■ **Data shown**:
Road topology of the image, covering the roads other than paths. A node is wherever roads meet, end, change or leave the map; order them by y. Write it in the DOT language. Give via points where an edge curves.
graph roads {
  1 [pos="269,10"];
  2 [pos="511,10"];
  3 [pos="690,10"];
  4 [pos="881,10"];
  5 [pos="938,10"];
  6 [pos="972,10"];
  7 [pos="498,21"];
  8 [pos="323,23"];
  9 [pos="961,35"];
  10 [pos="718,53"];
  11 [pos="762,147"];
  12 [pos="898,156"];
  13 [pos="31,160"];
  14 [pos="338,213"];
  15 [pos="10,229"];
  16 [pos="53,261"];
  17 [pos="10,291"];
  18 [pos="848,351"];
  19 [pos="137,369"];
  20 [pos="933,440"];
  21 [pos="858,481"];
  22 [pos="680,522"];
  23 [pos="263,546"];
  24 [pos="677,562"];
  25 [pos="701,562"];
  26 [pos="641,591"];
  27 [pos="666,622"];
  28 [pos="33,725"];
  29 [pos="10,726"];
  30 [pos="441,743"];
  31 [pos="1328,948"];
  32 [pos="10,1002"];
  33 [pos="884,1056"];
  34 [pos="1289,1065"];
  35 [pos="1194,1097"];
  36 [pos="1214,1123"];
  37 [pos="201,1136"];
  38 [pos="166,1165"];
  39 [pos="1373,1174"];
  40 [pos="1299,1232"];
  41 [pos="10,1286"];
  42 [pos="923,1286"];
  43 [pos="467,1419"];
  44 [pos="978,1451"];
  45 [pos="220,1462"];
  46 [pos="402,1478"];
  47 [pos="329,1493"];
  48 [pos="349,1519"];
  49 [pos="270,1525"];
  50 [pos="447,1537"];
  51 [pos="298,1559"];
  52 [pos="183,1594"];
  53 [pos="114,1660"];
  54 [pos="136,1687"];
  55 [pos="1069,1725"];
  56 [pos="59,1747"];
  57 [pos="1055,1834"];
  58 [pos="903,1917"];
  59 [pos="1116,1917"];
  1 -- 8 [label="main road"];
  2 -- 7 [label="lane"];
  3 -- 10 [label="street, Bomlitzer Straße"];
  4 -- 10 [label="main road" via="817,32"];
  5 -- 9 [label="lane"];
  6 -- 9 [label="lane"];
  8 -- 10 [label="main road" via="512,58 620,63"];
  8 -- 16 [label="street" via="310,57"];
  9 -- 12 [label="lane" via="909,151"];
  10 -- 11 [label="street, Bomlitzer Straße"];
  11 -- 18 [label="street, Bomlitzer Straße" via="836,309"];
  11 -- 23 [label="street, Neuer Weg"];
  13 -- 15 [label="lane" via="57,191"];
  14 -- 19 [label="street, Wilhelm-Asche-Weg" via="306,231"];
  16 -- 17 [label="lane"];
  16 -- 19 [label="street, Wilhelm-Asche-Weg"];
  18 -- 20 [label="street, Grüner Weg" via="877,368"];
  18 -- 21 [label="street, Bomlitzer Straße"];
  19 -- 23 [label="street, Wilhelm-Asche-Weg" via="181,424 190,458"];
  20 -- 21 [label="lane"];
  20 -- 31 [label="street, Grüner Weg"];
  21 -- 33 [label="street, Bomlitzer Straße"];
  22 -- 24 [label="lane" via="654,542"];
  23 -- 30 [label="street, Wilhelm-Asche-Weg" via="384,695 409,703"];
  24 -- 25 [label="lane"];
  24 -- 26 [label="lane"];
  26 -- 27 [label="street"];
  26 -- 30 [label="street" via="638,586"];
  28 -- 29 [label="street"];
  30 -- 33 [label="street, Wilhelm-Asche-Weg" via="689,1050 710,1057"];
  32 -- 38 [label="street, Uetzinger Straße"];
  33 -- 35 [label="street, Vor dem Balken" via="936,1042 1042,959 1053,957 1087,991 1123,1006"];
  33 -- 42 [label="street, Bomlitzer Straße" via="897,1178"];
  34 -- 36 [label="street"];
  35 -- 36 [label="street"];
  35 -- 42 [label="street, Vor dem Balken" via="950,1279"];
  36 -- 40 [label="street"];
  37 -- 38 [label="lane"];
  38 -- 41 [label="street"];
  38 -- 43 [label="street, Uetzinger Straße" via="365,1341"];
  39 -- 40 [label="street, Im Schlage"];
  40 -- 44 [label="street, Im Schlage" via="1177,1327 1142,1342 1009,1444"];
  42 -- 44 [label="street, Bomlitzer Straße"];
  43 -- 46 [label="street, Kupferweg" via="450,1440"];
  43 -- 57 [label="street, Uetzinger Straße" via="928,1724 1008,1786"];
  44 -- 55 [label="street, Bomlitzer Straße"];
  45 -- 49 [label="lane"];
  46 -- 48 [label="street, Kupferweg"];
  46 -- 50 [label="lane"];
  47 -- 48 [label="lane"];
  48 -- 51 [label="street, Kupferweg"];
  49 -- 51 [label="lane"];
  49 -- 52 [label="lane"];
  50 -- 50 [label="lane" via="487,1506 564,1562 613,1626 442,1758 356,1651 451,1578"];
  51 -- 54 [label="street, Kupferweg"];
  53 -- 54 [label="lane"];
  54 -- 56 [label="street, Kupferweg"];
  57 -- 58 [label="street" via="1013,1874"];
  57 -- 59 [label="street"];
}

■ **Assignment**:
Report all lines of the material that contain the word "main".

■ **Result of this exercise**:
  1 -- 8 [label="main road"];
  4 -- 10 [label="main road" via="817,32"];
  8 -- 10 [label="main road" via="512,58 620,63"];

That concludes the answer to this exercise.